[Stored data entries]
____________________

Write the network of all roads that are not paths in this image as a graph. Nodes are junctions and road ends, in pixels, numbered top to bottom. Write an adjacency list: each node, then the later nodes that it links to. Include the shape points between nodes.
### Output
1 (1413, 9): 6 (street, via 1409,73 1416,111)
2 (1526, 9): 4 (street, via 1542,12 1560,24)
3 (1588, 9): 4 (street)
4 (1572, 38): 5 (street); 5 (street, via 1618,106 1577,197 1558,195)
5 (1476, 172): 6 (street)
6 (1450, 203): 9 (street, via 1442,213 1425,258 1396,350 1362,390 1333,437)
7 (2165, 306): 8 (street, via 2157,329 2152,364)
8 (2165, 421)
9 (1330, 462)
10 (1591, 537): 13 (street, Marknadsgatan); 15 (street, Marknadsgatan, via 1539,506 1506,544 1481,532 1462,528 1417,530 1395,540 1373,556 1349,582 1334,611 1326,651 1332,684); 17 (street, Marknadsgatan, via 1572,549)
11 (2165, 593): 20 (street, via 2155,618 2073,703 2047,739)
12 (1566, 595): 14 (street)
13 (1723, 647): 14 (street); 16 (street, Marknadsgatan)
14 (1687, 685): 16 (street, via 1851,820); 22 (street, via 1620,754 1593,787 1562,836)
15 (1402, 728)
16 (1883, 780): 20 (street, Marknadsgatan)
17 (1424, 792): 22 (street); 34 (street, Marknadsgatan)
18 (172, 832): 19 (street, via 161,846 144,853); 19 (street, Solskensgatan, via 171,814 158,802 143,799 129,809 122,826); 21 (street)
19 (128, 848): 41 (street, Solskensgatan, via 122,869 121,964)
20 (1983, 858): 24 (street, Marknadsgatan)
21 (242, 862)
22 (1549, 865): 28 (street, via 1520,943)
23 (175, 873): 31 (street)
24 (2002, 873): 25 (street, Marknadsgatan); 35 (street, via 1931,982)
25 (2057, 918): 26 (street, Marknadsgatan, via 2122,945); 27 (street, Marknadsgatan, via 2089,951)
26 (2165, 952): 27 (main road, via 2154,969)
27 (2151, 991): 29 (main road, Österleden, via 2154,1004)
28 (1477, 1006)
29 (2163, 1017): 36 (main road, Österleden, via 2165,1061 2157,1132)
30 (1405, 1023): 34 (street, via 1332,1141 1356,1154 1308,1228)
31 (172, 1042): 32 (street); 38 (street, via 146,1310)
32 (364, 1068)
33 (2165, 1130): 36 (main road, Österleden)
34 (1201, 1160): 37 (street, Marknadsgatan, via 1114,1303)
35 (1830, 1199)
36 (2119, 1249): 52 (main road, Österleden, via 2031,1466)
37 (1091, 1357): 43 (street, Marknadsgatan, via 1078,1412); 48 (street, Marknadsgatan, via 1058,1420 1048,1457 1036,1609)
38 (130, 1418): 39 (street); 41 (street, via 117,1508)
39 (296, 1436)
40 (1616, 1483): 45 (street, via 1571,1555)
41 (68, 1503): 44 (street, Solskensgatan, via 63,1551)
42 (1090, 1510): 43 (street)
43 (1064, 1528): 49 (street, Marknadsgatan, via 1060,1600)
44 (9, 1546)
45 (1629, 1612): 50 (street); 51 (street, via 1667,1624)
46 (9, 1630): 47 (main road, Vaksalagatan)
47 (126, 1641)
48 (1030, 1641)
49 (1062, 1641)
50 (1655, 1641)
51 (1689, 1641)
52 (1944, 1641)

____________________

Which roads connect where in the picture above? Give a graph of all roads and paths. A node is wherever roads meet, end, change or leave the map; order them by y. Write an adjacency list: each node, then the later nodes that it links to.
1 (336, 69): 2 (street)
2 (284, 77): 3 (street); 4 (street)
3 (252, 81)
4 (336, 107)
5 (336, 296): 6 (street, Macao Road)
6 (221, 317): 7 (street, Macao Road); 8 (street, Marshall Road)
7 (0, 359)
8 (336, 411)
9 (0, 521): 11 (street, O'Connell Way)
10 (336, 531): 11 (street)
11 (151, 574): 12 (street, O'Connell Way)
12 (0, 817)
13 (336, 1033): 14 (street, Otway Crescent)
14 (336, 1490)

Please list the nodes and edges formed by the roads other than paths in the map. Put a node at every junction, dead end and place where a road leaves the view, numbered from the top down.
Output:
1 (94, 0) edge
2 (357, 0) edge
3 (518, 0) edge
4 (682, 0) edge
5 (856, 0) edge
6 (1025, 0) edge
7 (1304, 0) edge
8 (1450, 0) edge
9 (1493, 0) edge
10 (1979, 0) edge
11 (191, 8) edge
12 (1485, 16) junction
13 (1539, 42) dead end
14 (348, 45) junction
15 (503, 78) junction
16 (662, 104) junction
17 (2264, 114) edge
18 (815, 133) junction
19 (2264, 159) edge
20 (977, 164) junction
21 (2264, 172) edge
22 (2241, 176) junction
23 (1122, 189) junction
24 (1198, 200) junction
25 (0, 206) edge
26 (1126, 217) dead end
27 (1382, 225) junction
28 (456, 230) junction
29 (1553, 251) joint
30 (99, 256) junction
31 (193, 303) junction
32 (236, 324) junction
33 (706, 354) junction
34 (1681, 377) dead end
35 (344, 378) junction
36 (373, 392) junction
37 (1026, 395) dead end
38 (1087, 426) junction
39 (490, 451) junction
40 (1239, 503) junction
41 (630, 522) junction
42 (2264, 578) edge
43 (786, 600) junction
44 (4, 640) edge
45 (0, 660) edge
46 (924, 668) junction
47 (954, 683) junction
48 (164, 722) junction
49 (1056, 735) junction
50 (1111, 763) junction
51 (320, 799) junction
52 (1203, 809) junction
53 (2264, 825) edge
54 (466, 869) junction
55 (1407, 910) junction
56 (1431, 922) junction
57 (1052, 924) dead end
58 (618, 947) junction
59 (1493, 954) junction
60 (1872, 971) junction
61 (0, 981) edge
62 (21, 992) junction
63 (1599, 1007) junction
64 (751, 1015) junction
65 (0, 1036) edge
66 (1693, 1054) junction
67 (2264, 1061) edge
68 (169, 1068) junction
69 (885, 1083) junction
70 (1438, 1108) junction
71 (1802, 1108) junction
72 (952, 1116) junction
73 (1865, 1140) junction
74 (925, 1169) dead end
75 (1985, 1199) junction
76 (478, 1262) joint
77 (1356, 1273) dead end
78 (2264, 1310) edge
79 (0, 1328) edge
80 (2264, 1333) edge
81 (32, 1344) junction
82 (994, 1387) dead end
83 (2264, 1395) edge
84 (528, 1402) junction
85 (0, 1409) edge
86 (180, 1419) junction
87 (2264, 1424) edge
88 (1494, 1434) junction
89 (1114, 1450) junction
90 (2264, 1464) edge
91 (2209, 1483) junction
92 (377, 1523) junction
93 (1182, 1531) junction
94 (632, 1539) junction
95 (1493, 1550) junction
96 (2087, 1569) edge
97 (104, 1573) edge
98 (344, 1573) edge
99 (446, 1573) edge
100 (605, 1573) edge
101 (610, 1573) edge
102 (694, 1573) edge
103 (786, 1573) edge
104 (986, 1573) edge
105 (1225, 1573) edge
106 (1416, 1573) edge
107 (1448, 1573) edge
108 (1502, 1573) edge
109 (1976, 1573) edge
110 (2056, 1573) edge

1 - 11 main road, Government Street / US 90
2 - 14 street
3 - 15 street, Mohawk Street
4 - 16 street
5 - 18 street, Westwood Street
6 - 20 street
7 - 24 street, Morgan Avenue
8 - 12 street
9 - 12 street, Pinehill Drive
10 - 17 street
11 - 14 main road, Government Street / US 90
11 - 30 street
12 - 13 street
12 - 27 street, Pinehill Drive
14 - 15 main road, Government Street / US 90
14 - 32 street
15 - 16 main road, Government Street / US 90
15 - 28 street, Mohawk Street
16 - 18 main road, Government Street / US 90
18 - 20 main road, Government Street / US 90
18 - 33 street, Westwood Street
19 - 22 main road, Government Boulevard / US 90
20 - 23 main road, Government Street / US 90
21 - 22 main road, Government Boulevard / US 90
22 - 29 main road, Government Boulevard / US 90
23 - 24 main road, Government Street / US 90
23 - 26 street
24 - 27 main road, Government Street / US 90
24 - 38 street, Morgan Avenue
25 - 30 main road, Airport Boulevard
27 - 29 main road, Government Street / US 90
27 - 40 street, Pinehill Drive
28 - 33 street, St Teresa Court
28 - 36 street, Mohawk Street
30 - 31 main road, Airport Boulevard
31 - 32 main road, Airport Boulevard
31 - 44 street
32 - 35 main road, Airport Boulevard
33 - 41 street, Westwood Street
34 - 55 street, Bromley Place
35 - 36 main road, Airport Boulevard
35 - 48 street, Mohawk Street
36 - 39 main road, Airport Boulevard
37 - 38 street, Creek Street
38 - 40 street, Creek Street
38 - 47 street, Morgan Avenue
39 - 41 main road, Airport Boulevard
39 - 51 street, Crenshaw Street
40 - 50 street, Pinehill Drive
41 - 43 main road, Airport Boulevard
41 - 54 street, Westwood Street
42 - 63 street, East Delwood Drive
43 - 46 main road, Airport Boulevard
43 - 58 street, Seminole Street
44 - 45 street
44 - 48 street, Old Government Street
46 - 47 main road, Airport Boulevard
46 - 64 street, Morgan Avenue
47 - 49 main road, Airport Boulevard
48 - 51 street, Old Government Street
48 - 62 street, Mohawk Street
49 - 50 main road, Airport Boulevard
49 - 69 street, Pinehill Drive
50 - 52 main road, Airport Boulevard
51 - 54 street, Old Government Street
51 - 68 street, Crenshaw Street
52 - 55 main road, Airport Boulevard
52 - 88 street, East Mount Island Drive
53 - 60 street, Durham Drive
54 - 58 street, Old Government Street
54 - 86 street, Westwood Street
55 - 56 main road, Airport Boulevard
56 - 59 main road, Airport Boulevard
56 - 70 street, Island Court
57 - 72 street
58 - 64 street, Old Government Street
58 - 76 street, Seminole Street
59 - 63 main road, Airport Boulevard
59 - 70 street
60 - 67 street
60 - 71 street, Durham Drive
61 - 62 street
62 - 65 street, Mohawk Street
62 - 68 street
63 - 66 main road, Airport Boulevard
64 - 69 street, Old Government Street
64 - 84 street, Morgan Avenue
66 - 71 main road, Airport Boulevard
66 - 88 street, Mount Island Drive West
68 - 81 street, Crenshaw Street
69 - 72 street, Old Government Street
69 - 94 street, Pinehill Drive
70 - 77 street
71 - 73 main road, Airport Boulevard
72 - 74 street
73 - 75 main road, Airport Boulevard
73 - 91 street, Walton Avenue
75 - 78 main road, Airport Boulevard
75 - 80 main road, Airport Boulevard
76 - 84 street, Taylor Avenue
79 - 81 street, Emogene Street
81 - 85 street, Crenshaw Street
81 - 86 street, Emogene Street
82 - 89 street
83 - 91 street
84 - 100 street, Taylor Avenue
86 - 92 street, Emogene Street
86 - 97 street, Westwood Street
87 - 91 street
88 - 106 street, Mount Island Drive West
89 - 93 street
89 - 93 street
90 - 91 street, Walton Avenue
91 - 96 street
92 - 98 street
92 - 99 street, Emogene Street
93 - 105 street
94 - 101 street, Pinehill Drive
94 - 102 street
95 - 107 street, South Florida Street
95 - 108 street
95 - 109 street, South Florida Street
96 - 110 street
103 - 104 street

____________________

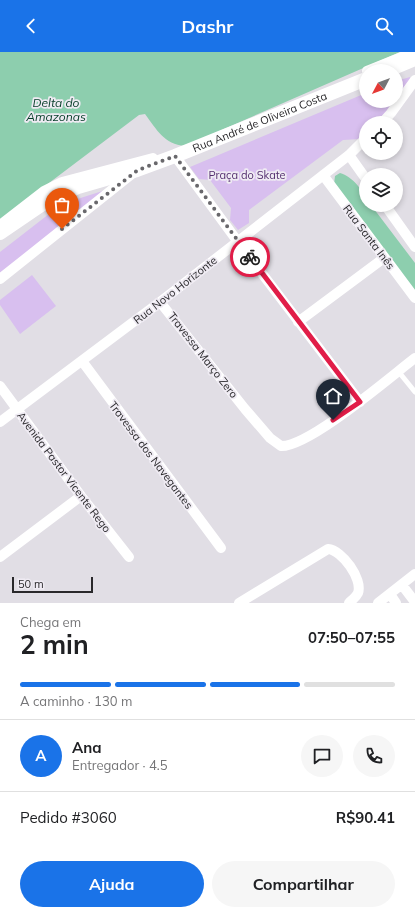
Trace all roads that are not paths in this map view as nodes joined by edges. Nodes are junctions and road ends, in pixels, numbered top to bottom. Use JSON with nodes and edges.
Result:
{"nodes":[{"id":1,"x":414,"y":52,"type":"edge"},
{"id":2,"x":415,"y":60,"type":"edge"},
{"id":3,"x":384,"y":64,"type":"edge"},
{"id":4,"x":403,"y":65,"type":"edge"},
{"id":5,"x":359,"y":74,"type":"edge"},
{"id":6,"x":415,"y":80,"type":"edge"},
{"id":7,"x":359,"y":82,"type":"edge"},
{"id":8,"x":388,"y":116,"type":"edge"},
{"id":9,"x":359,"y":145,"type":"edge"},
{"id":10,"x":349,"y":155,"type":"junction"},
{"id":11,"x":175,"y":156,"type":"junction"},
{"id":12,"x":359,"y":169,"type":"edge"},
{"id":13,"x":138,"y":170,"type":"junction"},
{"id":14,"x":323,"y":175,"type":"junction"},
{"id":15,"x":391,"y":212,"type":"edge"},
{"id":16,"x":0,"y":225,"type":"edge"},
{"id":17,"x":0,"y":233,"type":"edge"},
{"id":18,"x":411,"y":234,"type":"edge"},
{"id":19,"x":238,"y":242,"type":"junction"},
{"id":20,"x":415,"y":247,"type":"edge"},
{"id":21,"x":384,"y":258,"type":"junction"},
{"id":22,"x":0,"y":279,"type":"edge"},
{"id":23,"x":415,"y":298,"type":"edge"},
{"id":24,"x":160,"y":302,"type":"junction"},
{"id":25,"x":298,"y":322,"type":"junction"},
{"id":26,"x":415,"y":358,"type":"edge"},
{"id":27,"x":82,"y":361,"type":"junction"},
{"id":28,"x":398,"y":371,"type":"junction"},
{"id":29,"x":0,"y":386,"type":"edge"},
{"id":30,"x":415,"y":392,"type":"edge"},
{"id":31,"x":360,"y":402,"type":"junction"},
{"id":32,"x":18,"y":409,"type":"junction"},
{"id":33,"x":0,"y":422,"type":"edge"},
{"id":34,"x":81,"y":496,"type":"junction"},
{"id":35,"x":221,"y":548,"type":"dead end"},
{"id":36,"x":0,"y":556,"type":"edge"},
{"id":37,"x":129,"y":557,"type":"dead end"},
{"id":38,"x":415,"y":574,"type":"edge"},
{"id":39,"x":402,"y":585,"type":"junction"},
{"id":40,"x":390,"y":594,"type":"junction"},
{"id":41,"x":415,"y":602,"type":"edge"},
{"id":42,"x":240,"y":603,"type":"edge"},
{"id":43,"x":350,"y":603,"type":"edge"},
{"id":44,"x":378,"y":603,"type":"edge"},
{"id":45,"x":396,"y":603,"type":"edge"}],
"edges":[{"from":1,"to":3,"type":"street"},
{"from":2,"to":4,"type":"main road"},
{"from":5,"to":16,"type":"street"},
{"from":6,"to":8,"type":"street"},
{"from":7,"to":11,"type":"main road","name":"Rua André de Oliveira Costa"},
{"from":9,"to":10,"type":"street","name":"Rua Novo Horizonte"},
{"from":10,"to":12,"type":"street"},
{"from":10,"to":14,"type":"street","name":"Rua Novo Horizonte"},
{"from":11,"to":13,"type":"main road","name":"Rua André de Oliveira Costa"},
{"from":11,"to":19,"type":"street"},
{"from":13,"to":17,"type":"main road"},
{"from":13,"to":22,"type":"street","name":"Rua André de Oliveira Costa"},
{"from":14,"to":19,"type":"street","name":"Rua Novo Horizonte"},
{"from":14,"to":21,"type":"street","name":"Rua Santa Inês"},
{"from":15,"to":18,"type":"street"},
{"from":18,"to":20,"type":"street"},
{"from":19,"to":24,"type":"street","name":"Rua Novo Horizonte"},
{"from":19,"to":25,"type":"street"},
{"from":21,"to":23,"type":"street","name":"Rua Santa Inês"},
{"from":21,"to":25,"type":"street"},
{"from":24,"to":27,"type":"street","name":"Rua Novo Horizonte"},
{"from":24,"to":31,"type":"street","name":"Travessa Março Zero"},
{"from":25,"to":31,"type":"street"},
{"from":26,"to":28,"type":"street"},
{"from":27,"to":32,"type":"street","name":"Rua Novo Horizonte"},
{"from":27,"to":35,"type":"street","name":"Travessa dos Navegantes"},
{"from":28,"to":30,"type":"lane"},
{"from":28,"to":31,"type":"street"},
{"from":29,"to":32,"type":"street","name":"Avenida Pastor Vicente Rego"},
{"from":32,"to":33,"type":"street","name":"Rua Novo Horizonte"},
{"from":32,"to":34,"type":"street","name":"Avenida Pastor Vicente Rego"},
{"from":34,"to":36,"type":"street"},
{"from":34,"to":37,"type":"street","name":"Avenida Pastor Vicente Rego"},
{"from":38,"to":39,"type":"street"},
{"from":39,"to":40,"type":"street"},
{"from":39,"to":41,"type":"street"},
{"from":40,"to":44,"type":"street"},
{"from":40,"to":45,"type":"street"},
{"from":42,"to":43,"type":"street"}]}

____________________

Search the records above for the string "Oliveira" and copy each line that holds it.

{"from":7,"to":11,"type":"main road","name":"Rua André de Oliveira Costa"},
{"from":11,"to":13,"type":"main road","name":"Rua André de Oliveira Costa"},
{"from":13,"to":22,"type":"street","name":"Rua André de Oliveira Costa"},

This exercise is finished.